Date: Sunday, June 2, 2024
Time: 8:30–12:00 Korean Standard Time, KST (GMT+9)
Place: Jeju Shinhwa World, Jeju Island, South Korea
Registration information: https://ieee-iv.org/2024/registration/ External link.
This workshop intends to serve as a common research arena to initiate multi-disciplinary discussions on different components around remote operation of intelligent connected and automated vehicles on the road. This is the fourth workshop following the first three workshops on the same topic at IV2021, IV2022, and IV2023 (see below for info on previous workshops).
Road vehicles of interest include (but are not limited to) connected and automated vehicles that are passenger cars, trucks, and shuttles or buses. In this context, we assume there is a remote operator who operates the vehicle from a distance via wireless communication network. The remote operation is done at a remote operation station, where necessary interfaces for remotely operating the vehicle(s) are provided.
The workshop consists of three main parts: presentations from invited speakers, workshop paper presentations, and an interactive research discussion session. The workshop will start with presentations to set the stage on the current state of remote operation technologies. Workshop papers will be presented and invited speakers will state their latest insights on this hot topic. During the last part of the workshop, an interactive format will enable an in-depth debate in which workshop participants from industry, government, and research sectors across multiple countries will share experiences and ideas, as well as discuss design and technology goals for the future. We will discuss prospective research directions and develop ideas on how to tackle them.

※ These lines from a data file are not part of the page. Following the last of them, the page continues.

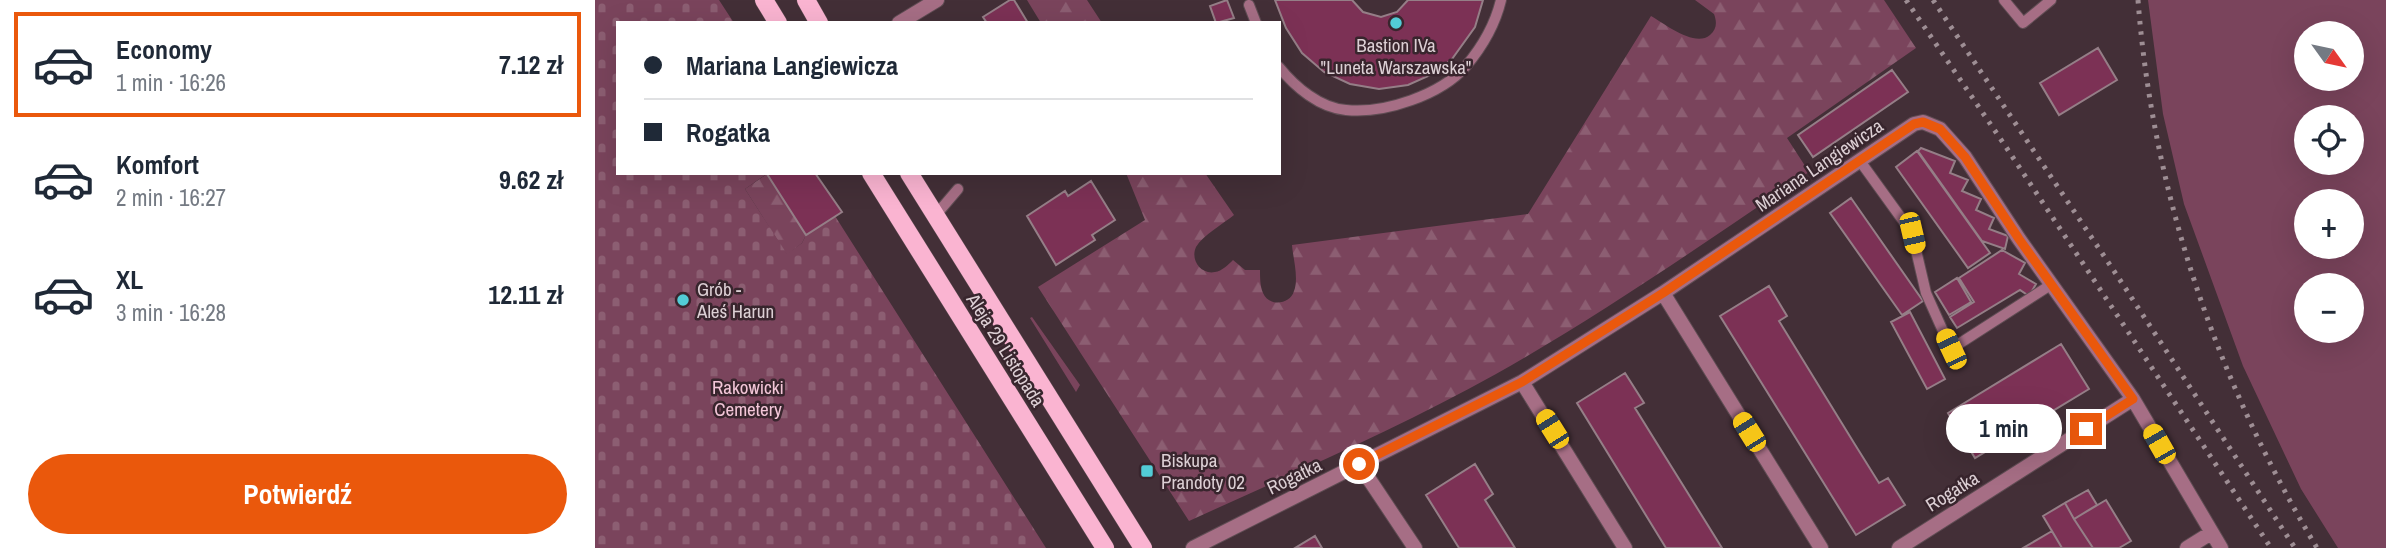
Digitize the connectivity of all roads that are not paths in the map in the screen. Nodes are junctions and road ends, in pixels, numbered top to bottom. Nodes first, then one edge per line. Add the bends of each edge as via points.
1 (764, 0) edge
2 (806, 0) edge
3 (937, 0) edge
4 (1501, 0) edge
5 (2004, 0) edge
6 (2051, 0) edge
7 (1249, 5) dead end
8 (777, 21) edge
9 (818, 21) edge
10 (902, 21) edge
11 (1255, 21) edge
12 (1281, 69) edge
13 (1860, 161) junction
14 (872, 175) edge
15 (910, 175) edge
16 (958, 188) dead end
17 (935, 216) junction
18 (2052, 284) junction
19 (1663, 293) junction
20 (1522, 382) junction
21 (2133, 399) junction
22 (1359, 464) junction
23 (2211, 533) junction
24 (1105, 548) edge
25 (1143, 548) edge
26 (1193, 548) edge
27 (1415, 548) edge
28 (1625, 548) edge
29 (1821, 548) edge
30 (1899, 548) edge
31 (2187, 548) edge
32 (2221, 548) edge

1 - 8 main road
2 - 9 main road
3 - 10 street
4 - 12 lane via 1496,21 1464,68 1409,102 1345,110 1298,88
5 - 6 lane via 2023,23
7 - 11 lane
13 - 18 street, Mariana Langiewicza via 1914,124 1923,122 1940,129 1965,157
13 - 18 lane via 1912,233 1926,293 1951,349
13 - 19 street, Mariana Langiewicza
14 - 24 main road, Aleja 29 Listopada
15 - 17 main road, Aleja 29 Listopada
16 - 17 lane
17 - 25 main road, Aleja 29 Listopada
18 - 21 street, Mariana Langiewicza
19 - 20 street, Mariana Langiewicza
19 - 29 street
20 - 22 street, Mariana Langiewicza
20 - 28 street
21 - 23 street, Mariana Langiewicza
21 - 30 street, Rogatka
22 - 26 street, Rogatka
22 - 27 street
23 - 31 street
23 - 32 street, Mariana Langiewicza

IEEE IV 2024 – IEEE Intelligent Vehicles Symposium (ieee-iv.org) External link.
Workshop program
KST Time | Program |
---|---|
8:00 – 8:30 | Registration |
8:30 – 8:40 | Workshop start – opening session |
8:40 – 9:25 | A session on laws, policy, regulations related to remote operation of CAVs |
9:25 – 9:40 | How Well Do Drivers Adapt to Remote Operation? Learning from Remote Drivers with On-Road Experience (workshop paper) |
9:40 – 9:55 | Trajectory Guidance: Enhanced Remote Driving of highly-automated Vehicles (workshop paper) |
9:55 – 10:10 | Coffee break |
10:10 – 10:25 | Enhanced Model-Free Predictor for Latency Compensation in Remote Driving Systems (workshop paper) |
10:25 – 10:40 | Scalable Remote Operation for Autonomous Vehicles: Integration of Cooperative Perception and Open Source Communication (workshop paper) |
10:40 – 10:55 | Effect of Format of Presentation on Remote Assistance of Automated Vehicles (workshop paper) |
10:55 – 11:10 | The role of task-switching cost in remote operation of driverless vehicle fleet (workshop paper) |
11.10– 11:20 | Demonstration of HMD-360 video Presenter: Clare Mutzenich, 7th Sense Research, United Kingdom |
11:20 – 11:50 | Introduction to examples of ongoing remote operation projects |
11:50 – 12:00 | Closing |
Important dates 2024
- February 05, 2024 (extended): Workshop Paper Submission Deadline
- March 30, 2024: Workshop Paper Notification of Acceptance
- April 22, 2024: Workshop Final Paper Submission Deadline
- June 2, 2024: Workshops Day
Title: How Well Do Drivers Adapt to Remote Operation? Learning from Remote Drivers with On-Road Experience
Presenter: Benjamin Hardin, University of Oxford, United Kingdom
Abstract:
Remote driving is a promising strategy for helping Autonomous Vehicles (AVs) navigate many environments where edge cases may otherwise limit their abilities. For some companies, remote driving is an alternative to AVs altogether. Much remote driving research has taken place in simulated or controlled environments with novice operators, leaving the needs of operators with real-world experience under-explored. This research aims to understand if experienced operators are satisfied with current production remote driving systems, if they adapt to the difference in control, and how their job satisfaction compares to in-vehicle safety driving. This paper briefly overviews recent remote driving research and presents results from a questionnaire and a semi-structured interview with experienced teleoperators. The findings indicate that operators do adjust to the new domain, but latency and network reliability remain a challenge. Likewise, standardised training practices for operators are found to be lacking.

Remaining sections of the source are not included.